Todo mundo fala a todo tempo, e parece que ninguém diz nada, todo mundo opina sobre tudo, mas parece que ninguém sabe de nada. Todo mundo fala com todo mundo, mas parece que ninguém se escuta.

No último livro escrito por Milan Kundera, A Festa da Insignificância, retrata logo no início o personagem Alain sentado em um banco de uma praça observando as mulheres passarem, ele inicia ali uma filosofia, um pensamento, que é sobre o umbigo das mulheres. Nossa sociedade contemporânea, ou melhor, pós-moderna como Lyotard conceituou, fala e opina o tempo todo; basta fazer uma pesquisa rápida pela internet que encontrará qualquer coisa, o que nos dá a impressão que não existe nada novo para ser falado, nada que não tenha sido dito, tudo alguém já falou; então, no que me resta pensar? Filosofar? Se não tenho nada para falar, se não tenho nada para filosofar, filosofo sobre o trivial, o insignificante, o umbigo. A Crítica de Milan Kundera em A insignificância do ser é no quanto estamos o tempo todo falando do insignificante, e o quanto somos insignificantes. “Na vida, as pessoas se encontram, conversam, discutem, brigam, sem se dar conta que se dirigem umas às outras de longe, cada qual de um observatório situado num lugar diferente do tempo”, diz Ramon, personagem de Kundera no mesmo livro. A história não evolui, não muda, Kundera apenas repete cenas frívolas, angustiantes; trazendo de volta várias críticas de seus outros livros, que o ávido leitor de Kundera identificará, como por exemplo, o quanto a leveza é insuportável.

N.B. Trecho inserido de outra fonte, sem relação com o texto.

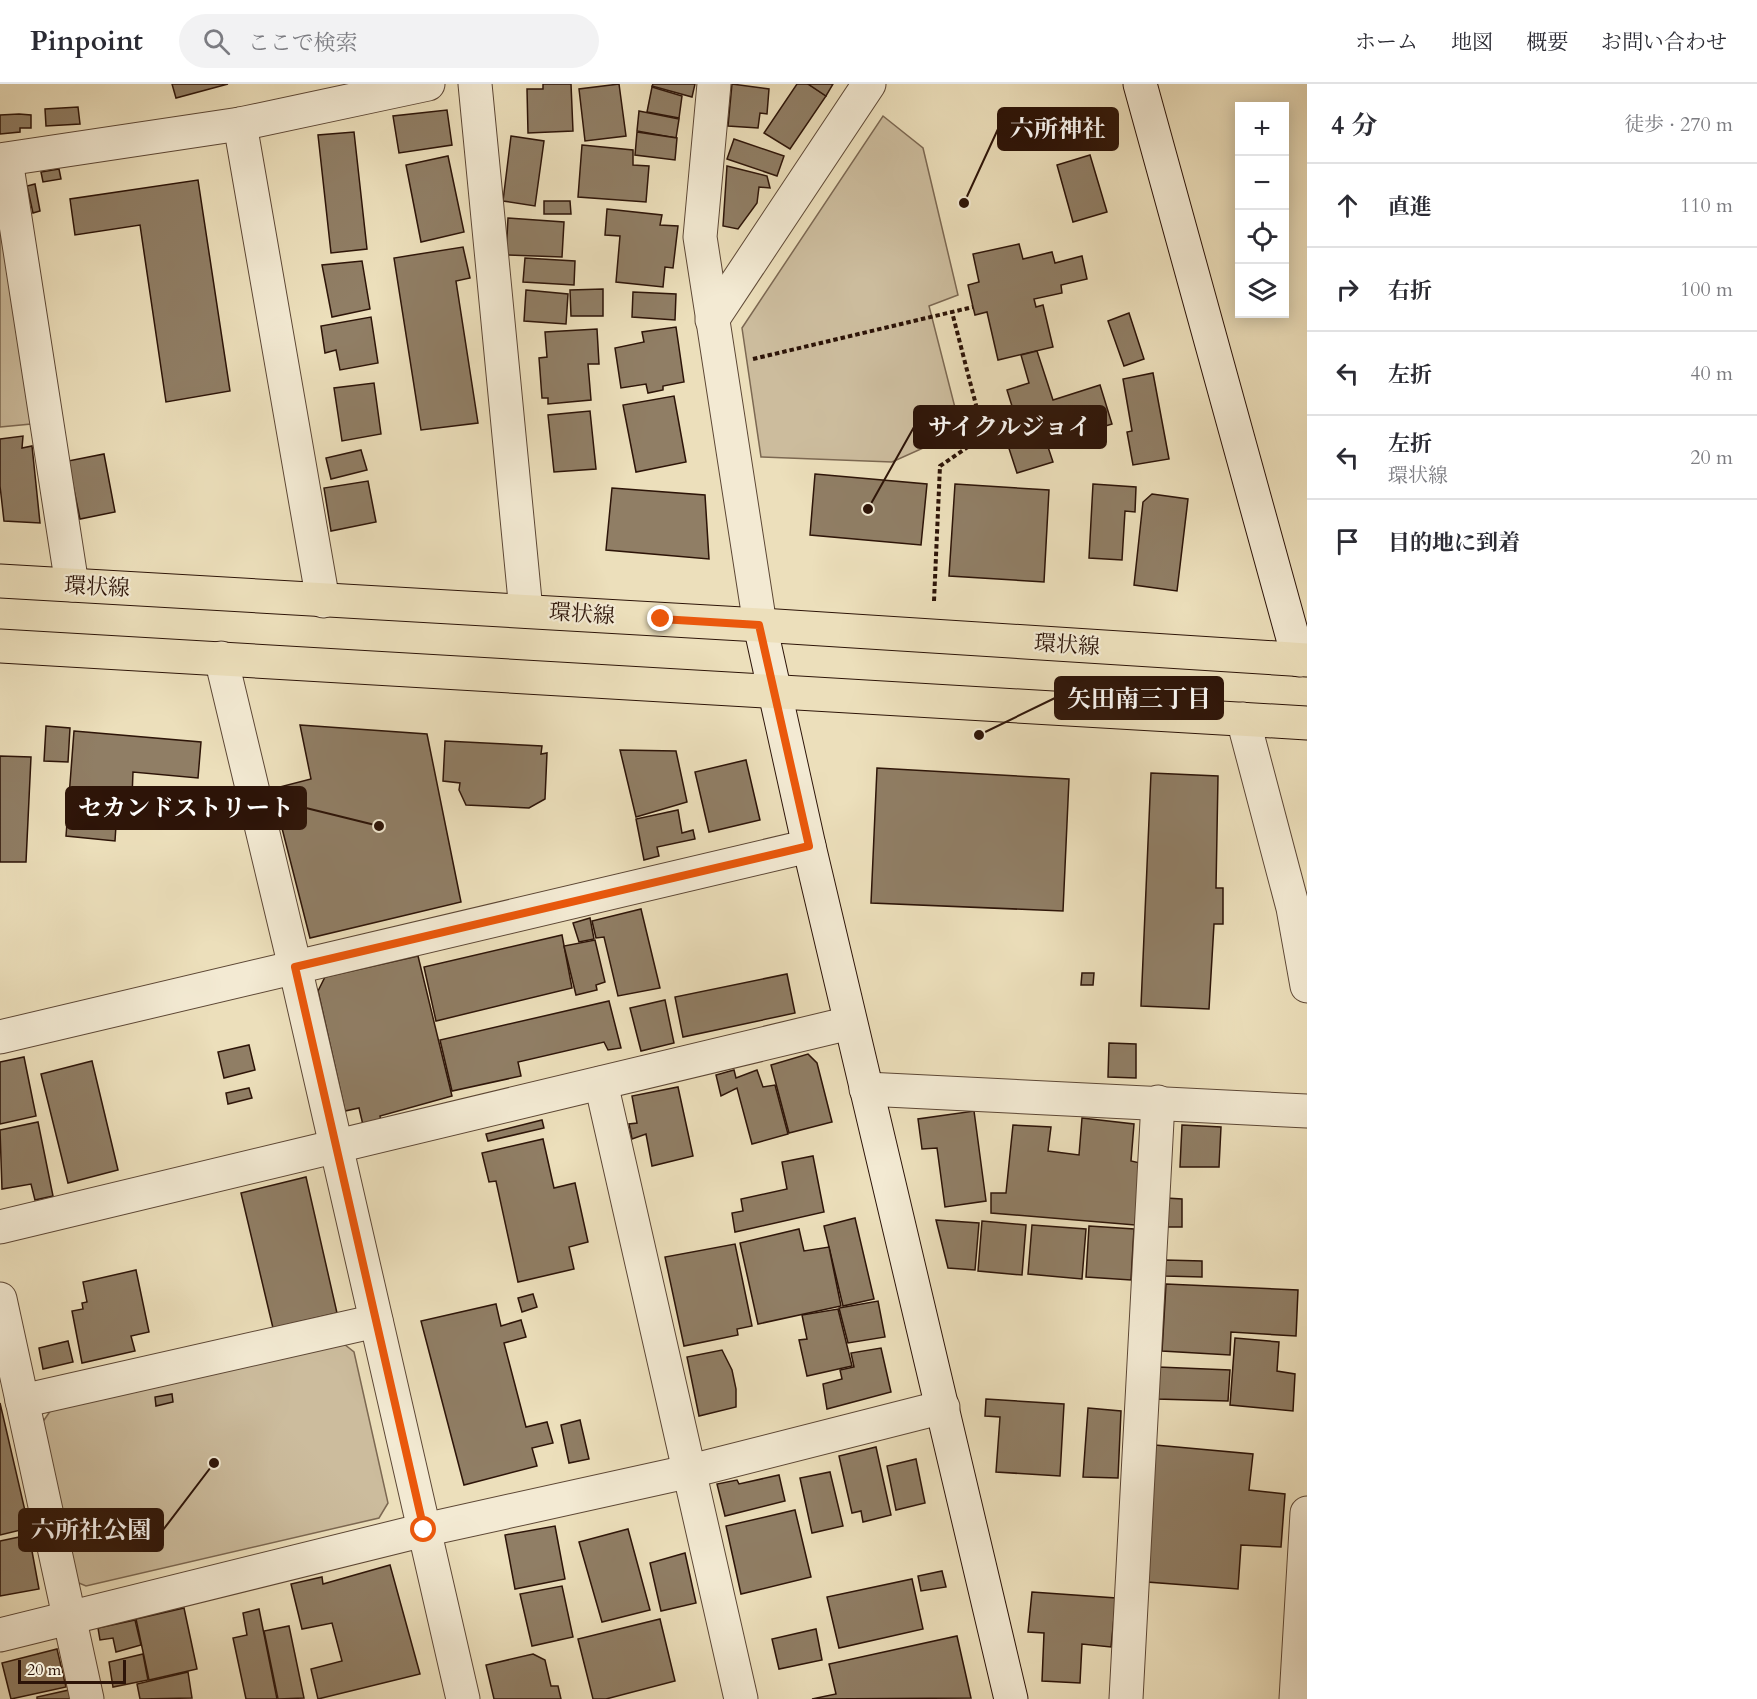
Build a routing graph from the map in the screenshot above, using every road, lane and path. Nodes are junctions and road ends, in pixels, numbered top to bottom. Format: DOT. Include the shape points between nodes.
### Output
graph roads {
  1 [pos="428,84"];
  2 [pos="475,84"];
  3 [pos="714,84"];
  4 [pos="869,84"];
  5 [pos="1140,84"];
  6 [pos="240,124"];
  7 [pos="3,160"];
  8 [pos="973,307"];
  9 [pos="952,312"];
  10 [pos="712,320"];
  11 [pos="720,367"];
  12 [pos="0,581"];
  13 [pos="72,585"];
  14 [pos="323,601"];
  15 [pos="526,611"];
  16 [pos="759,625"];
  17 [pos="932,636"];
  18 [pos="0,646"];
  19 [pos="221,658"];
  20 [pos="1303,660"];
  21 [pos="774,691"];
  22 [pos="1243,719"];
  23 [pos="1307,723"];
  24 [pos="809,846"];
  25 [pos="295,967"];
  26 [pos="1307,986"];
  27 [pos="850,1023"];
  28 [pos="0,1037"];
  29 [pos="601,1083"];
  30 [pos="866,1089"];
  31 [pos="1158,1102"];
  32 [pos="1307,1111"];
  33 [pos="335,1146"];
  34 [pos="0,1227"];
  35 [pos="0,1299"];
  36 [pos="376,1321"];
  37 [pos="22,1401"];
  38 [pos="943,1407"];
  39 [pos="691,1471"];
  40 [pos="1307,1513"];
  41 [pos="424,1530"];
  42 [pos="68,1619"];
  43 [pos="0,1635"];
  44 [pos="87,1699"];
  45 [pos="463,1699"];
  46 [pos="741,1699"];
  47 [pos="1011,1699"];
  48 [pos="1126,1699"];
  49 [pos="1296,1699"];
  1 -- 6 [label="street"];
  2 -- 15 [label="street"];
  3 -- 10 [label="street" via="700,237"];
  4 -- 10 [label="street"];
  5 -- 20 [label="street"];
  6 -- 7 [label="street"];
  6 -- 14 [label="street"];
  7 -- 13 [label="street"];
  8 -- 9 [label="path"];
  9 -- 11 [label="path"];
  9 -- 17 [label="path" via="984,436 940,466"];
  10 -- 11 [label="street"];
  11 -- 16 [label="street"];
  12 -- 13 [label="main road, 環状線"];
  13 -- 14 [label="main road, 環状線"];
  14 -- 15 [label="main road, 環状線"];
  15 -- 16 [label="main road, 環状線"];
  16 -- 17 [label="main road, 環状線"];
  16 -- 21 [label="street"];
  17 -- 20 [label="main road, 環状線"];
  18 -- 19 [label="main road"];
  19 -- 21 [label="main road"];
  19 -- 25 [label="street"];
  21 -- 22 [label="main road"];
  21 -- 24 [label="street"];
  22 -- 23 [label="main road"];
  22 -- 26 [label="street" via="1293,908"];
  24 -- 25 [label="street"];
  24 -- 27 [label="street"];
  25 -- 28 [label="street"];
  25 -- 33 [label="street"];
  27 -- 29 [label="street"];
  27 -- 30 [label="street"];
  29 -- 33 [label="street"];
  29 -- 39 [label="street"];
  30 -- 31 [label="street"];
  30 -- 38 [label="street"];
  31 -- 32 [label="street"];
  31 -- 48 [label="street"];
  33 -- 34 [label="street"];
  33 -- 36 [label="street"];
  35 -- 37 [label="street"];
  36 -- 37 [label="street"];
  36 -- 41 [label="street"];
  37 -- 42 [label="street"];
  38 -- 39 [label="street"];
  38 -- 47 [label="street"];
  39 -- 41 [label="street"];
  39 -- 46 [label="street"];
  40 -- 49 [label="street"];
  41 -- 42 [label="street"];
  41 -- 45 [label="street"];
  42 -- 43 [label="street"];
  42 -- 44 [label="street"];
}
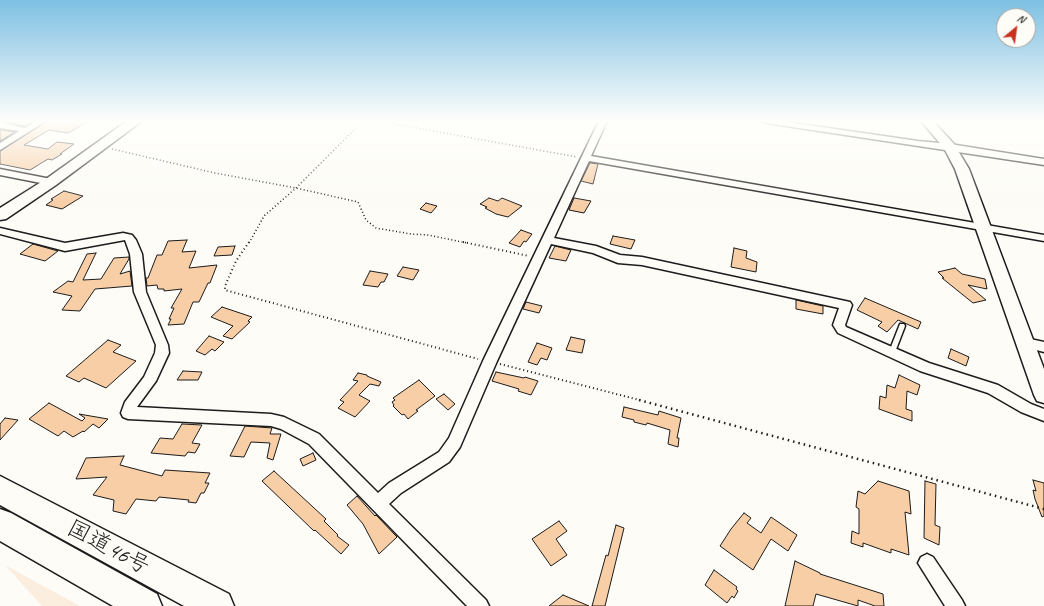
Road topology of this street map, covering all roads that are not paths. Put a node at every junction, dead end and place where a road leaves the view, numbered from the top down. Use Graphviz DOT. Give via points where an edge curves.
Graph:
graph roads {
  1 [pos="95,149"];
  2 [pos="589,149"];
  3 [pos="951,149"];
  4 [pos="964,149"];
  5 [pos="585,158"];
  6 [pos="1044,162"];
  7 [pos="5,173"];
  8 [pos="0,179"];
  9 [pos="51,182"];
  10 [pos="0,215"];
  11 [pos="984,228"];
  12 [pos="0,231"];
  13 [pos="1044,238"];
  14 [pos="548,240"];
  15 [pos="902,326"];
  16 [pos="1026,343"];
  17 [pos="1044,347"];
  18 [pos="892,352"];
  19 [pos="1044,395"];
  20 [pos="1044,415"];
  21 [pos="0,490"];
  22 [pos="379,504"];
  23 [pos="0,524"];
  24 [pos="927,563"];
  25 [pos="145,606"];
  26 [pos="217,606"];
  27 [pos="480,606"];
  28 [pos="956,606"];
  1 -- 9 [label="main road"];
  2 -- 5 [label="street"];
  3 -- 11 [label="street" via="962,169"];
  4 -- 6 [label="street"];
  5 -- 11 [label="street"];
  5 -- 14 [label="street"];
  7 -- 8 [label="street"];
  7 -- 9 [label="street"];
  9 -- 10 [label="main road"];
  11 -- 13 [label="street"];
  11 -- 16 [label="street"];
  12 -- 22 [label="street" via="65,247 123,236 131,240 137,261 140,292 162,346 162,353 149,381 132,402 128,413 271,420 284,423 314,439"];
  14 -- 18 [label="street" via="596,250 618,258 642,260 846,305 839,325 842,330"];
  14 -- 22 [label="street" via="455,442 444,457 394,488"];
  15 -- 18 [label="lane"];
  16 -- 17 [label="street"];
  16 -- 19 [label="street"];
  18 -- 20 [label="street" via="925,367 993,388 1026,408"];
  21 -- 26 [label="highway, 国道46号"];
  22 -- 27 [label="street"];
  23 -- 25 [label="highway, 国道46号"];
  24 -- 28 [label="street"];
}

Bauman, sociólogo polonês, dirá que se o passado foi um fracasso, como a crise das grandes narrativas e, o futuro é cada vez mais incerto, então o que nos resta é somente o presente, no entanto, mesmo o presente é incerto, e é por isso que sou inseguro, preciso de uma boa foto, preciso de ‘curtidas’, preciso vender uma imagem de quem sou, e quando se vende, a propaganda é mais importante que o produto. “Indivíduos frágeis” destinados a conduzir suas vidas numa “realidade porosa”, sentem-se como que patinando sobre gelo fino e, “ao patinar sobre gelo fino”, observou Ralph Waldo Emerson em seu ensaio Prudence, “nossa segurança está em nossa velocidade”. Indivíduos, frágeis ou não, precisam de segurança, anseiam por segurança, buscam a segurança e assim tentam, ao máximo, fazer o que fazem com a máxima velocidade. Estando entre os corredores rápidos, diminuir a velocidade significa ser deixado para trás; ao patinar em gelo fino, diminuir a velocidade também significa a ameaça real de afogar-se. Portanto, a velocidade sobe para o topo da lista dos valores de sobrevivência. (Bauman, Modernidade líquida).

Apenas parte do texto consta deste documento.